◆ Saved entries:
——
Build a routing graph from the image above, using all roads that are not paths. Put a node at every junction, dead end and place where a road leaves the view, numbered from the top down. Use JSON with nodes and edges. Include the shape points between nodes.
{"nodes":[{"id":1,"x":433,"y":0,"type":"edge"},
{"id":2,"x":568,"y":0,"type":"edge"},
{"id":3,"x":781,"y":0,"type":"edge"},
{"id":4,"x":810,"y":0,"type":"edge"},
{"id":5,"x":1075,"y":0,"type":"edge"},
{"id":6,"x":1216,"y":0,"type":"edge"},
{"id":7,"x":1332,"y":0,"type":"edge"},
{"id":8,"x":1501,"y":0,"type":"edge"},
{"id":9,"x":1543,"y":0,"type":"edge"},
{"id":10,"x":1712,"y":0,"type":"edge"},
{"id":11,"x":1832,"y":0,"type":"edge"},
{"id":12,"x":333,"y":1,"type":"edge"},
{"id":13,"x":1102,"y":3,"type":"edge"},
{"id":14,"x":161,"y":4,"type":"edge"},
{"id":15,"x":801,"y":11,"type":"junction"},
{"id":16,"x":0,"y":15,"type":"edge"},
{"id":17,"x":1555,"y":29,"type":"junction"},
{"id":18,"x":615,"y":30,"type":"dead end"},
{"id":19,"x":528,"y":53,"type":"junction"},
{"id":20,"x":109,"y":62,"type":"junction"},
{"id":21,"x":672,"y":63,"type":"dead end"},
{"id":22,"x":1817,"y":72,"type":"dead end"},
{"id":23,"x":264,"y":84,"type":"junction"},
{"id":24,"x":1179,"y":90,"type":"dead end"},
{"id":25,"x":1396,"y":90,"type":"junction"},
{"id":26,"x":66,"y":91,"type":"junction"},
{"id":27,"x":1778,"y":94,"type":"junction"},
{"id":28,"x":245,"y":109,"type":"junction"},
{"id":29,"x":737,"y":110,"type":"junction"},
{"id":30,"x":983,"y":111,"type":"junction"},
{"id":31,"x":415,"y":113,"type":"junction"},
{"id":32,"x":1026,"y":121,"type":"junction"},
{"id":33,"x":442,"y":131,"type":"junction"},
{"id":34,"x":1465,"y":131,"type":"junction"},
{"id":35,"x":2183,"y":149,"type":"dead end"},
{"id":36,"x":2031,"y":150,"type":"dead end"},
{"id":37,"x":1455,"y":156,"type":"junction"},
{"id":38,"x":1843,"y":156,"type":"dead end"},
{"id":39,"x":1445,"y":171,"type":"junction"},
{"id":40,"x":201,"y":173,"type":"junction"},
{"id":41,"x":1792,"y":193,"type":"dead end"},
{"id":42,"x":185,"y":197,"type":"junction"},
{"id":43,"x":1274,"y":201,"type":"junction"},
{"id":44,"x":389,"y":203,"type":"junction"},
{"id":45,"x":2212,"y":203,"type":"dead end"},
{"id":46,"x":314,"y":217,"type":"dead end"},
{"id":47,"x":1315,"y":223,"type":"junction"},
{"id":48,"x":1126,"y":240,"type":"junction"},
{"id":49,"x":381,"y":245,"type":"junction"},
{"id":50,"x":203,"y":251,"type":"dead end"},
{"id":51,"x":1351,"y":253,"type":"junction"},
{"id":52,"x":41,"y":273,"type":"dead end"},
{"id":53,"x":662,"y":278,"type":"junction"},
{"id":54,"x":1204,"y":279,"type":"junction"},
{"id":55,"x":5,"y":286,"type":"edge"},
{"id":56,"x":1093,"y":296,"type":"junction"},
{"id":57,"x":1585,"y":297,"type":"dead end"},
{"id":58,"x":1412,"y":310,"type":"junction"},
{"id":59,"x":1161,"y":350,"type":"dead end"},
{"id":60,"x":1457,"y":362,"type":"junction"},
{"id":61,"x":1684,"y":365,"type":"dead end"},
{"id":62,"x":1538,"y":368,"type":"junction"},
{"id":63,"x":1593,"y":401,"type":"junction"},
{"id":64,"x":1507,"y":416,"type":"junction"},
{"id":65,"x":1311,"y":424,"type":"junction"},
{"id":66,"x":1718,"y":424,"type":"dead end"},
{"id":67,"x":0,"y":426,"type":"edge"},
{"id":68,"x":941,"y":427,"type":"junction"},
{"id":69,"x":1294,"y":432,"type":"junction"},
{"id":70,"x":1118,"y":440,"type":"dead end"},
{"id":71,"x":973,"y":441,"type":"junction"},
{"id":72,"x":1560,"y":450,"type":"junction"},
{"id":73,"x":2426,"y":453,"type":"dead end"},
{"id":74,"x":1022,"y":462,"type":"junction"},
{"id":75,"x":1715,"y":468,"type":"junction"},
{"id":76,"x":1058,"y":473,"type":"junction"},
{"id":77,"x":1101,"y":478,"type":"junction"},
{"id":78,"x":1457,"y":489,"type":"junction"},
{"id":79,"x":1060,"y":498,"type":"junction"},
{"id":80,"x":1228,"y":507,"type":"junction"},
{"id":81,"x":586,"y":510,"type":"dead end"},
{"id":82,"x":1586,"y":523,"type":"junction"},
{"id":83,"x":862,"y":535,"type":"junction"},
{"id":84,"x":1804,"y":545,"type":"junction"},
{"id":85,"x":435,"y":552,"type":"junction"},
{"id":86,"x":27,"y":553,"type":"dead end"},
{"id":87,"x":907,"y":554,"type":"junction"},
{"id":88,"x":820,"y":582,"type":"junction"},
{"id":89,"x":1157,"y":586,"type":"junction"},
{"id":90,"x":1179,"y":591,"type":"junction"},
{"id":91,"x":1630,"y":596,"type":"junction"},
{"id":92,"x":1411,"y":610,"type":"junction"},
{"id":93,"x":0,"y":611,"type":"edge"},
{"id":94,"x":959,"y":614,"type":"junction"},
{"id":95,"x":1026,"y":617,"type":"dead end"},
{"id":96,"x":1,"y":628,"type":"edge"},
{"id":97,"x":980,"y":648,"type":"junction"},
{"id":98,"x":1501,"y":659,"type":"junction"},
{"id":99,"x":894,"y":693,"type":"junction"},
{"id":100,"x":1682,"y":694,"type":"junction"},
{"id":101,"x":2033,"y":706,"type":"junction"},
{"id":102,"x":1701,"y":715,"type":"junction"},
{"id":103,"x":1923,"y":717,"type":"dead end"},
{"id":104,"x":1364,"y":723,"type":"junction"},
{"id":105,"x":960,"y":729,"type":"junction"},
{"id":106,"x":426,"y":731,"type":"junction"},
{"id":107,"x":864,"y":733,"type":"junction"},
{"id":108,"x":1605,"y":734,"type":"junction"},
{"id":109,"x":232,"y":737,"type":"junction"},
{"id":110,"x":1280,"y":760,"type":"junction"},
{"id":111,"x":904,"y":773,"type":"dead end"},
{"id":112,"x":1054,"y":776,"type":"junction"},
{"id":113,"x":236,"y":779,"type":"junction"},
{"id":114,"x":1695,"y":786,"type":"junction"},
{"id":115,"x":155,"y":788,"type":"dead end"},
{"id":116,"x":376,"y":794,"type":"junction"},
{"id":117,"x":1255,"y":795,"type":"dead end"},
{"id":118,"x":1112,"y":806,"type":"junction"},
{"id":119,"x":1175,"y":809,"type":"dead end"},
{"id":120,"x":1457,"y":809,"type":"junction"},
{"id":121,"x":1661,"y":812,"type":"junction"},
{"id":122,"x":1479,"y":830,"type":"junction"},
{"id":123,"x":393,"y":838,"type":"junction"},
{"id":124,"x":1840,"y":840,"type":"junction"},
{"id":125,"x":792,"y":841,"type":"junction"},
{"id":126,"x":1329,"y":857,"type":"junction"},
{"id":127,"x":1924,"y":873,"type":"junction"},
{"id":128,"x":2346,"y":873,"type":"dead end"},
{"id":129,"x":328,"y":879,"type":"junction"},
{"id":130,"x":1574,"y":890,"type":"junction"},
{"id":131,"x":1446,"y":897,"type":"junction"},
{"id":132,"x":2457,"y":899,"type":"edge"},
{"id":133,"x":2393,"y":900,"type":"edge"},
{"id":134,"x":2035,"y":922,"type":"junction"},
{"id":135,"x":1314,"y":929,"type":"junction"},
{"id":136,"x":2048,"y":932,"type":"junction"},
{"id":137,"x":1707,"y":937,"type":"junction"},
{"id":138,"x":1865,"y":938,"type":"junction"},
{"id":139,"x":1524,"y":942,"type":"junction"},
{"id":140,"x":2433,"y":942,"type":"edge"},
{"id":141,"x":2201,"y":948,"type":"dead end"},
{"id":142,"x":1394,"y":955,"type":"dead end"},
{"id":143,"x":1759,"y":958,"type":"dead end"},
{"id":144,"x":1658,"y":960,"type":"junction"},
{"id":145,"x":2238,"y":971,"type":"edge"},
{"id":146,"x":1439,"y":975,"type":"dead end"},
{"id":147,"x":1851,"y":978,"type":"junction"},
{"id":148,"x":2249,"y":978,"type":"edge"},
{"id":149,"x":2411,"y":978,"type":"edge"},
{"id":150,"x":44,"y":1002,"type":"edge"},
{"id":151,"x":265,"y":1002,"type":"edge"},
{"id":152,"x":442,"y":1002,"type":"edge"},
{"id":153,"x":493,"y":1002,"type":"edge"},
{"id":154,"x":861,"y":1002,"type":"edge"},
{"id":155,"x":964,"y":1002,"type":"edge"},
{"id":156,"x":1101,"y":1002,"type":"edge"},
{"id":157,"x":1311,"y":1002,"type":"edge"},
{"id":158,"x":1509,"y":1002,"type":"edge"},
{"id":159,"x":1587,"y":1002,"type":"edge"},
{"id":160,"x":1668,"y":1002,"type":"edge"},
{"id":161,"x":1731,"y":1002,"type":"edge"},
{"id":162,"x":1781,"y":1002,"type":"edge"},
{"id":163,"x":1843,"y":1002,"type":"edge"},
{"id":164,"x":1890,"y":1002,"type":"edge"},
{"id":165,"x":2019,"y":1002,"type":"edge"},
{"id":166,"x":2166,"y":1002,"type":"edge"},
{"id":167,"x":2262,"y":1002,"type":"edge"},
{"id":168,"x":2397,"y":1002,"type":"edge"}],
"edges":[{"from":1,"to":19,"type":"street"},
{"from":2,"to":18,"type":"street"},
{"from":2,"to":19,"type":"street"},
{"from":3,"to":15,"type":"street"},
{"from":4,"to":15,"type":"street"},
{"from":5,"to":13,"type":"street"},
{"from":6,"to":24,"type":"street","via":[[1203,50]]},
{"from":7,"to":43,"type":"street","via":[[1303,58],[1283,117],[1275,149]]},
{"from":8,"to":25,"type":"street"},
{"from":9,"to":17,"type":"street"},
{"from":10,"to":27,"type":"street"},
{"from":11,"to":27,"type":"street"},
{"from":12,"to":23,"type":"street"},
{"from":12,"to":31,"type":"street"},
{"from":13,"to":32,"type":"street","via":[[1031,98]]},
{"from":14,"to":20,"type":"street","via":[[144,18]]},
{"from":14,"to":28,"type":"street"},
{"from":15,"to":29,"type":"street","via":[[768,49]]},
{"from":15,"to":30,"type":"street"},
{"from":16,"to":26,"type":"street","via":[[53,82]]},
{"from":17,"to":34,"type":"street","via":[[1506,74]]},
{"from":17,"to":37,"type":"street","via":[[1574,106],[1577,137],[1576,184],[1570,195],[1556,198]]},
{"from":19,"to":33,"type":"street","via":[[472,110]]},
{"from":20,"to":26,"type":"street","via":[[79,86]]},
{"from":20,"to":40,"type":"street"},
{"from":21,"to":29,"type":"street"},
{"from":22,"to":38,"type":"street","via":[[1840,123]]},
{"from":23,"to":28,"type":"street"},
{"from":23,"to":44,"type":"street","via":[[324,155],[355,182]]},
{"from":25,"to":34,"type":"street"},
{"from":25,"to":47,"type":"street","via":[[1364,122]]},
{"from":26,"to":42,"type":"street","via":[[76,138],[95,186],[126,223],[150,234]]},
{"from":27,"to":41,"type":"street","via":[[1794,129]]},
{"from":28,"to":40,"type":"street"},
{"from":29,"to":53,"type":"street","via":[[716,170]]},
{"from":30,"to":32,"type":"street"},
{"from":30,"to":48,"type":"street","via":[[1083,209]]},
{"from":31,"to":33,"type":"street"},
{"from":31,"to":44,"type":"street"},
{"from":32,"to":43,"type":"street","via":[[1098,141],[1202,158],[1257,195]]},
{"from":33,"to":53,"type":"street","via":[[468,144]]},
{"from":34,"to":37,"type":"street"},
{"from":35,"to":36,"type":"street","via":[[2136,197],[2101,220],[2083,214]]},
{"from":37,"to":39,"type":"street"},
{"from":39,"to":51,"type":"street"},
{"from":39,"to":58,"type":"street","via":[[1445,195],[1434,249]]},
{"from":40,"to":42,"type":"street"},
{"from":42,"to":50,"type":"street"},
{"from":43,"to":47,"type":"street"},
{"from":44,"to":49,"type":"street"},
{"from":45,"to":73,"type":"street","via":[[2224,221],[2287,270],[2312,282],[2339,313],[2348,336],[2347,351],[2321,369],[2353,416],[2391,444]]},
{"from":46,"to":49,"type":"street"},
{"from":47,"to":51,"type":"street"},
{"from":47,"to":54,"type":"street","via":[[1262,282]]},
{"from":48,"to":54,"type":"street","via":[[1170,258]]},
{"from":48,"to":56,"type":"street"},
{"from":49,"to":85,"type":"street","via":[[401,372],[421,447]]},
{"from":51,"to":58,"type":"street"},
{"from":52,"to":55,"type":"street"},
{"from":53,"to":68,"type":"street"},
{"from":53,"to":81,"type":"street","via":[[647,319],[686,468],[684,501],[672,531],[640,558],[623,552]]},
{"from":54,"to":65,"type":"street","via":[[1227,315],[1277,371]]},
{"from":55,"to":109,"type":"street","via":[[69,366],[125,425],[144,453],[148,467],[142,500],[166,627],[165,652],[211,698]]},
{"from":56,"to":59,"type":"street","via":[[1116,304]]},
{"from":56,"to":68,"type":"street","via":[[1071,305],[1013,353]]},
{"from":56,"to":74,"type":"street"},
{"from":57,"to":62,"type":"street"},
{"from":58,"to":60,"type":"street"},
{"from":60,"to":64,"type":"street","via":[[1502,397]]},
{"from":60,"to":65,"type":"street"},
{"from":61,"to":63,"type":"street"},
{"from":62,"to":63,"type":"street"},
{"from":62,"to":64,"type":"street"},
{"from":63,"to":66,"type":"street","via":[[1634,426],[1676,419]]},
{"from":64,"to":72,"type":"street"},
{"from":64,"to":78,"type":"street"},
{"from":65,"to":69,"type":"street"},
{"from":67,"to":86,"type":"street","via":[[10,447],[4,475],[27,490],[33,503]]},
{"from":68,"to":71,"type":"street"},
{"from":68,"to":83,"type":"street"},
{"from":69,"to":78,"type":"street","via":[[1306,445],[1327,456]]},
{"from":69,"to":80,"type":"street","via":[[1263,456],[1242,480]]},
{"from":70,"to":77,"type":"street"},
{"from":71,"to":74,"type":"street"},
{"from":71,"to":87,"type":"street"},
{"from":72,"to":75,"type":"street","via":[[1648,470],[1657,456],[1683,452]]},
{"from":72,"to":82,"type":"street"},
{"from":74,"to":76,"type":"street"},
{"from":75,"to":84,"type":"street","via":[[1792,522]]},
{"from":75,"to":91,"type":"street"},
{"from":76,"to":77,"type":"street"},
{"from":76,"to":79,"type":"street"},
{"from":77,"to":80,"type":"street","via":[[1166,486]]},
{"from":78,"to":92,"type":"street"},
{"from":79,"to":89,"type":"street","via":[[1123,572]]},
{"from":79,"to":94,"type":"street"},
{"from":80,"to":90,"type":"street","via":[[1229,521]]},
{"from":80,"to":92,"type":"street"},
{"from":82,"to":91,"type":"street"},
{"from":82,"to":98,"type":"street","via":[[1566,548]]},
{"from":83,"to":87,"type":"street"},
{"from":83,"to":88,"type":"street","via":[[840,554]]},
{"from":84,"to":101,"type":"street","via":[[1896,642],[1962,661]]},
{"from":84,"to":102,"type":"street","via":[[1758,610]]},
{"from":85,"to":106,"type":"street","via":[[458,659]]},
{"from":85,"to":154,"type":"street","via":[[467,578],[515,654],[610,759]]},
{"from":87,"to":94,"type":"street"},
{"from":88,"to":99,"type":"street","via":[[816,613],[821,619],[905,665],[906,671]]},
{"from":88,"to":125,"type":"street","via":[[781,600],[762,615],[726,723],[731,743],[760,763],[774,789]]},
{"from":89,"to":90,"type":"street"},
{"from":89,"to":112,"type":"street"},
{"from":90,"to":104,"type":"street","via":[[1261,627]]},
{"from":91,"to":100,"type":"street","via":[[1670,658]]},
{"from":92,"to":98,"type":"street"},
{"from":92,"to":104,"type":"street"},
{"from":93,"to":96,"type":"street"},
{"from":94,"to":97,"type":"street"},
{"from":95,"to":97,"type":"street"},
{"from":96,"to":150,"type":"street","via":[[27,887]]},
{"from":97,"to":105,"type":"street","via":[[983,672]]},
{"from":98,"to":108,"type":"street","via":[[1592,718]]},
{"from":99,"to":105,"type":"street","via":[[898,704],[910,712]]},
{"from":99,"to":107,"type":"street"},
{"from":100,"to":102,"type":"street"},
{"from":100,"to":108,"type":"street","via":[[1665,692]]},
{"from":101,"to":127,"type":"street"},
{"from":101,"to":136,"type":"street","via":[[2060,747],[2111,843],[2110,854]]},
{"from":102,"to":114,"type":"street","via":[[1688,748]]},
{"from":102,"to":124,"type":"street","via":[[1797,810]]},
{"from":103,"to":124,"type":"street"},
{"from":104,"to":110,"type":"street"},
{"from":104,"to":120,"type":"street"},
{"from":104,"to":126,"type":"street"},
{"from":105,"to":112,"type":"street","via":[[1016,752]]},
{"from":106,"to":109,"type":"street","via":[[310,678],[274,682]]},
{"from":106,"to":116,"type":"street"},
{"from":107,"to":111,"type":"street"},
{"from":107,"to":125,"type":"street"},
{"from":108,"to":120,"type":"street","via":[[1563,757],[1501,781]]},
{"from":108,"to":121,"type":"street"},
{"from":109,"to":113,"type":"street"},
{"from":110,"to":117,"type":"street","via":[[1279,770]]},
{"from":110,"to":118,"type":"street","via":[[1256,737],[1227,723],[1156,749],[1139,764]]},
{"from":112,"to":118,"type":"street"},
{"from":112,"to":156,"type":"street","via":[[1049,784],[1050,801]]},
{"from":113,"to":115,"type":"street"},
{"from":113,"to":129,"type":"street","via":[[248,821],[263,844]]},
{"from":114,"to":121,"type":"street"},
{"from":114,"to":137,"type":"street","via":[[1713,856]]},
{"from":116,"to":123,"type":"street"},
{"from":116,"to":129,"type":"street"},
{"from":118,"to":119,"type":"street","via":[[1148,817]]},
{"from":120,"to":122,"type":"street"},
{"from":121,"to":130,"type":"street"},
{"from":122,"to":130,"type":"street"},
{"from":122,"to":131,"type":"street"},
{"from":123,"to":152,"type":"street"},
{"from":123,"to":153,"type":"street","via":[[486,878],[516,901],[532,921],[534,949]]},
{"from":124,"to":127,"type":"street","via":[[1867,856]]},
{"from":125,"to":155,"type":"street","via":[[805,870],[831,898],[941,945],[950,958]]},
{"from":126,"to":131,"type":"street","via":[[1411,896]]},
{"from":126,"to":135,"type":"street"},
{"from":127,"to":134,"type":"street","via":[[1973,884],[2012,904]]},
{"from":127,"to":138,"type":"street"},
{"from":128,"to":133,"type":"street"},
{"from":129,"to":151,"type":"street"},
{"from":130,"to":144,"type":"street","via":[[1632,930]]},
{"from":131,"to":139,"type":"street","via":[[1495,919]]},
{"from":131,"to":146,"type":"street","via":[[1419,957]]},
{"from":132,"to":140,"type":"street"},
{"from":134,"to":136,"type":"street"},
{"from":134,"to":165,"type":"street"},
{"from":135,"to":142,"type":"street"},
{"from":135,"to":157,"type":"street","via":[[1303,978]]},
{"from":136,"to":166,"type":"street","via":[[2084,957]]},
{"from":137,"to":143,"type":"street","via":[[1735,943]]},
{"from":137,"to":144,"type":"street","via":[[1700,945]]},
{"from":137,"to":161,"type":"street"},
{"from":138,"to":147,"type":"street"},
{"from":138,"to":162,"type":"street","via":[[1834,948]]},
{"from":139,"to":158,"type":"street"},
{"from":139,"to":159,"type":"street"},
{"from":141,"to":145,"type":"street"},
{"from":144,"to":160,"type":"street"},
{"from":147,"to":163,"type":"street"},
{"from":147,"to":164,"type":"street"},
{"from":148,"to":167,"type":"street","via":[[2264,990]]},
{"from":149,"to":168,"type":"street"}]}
——
◆ Your objective:
This task asks for the number of lines above that include the string "nodes". Respond with that number only.

◆ Answer to this task:
2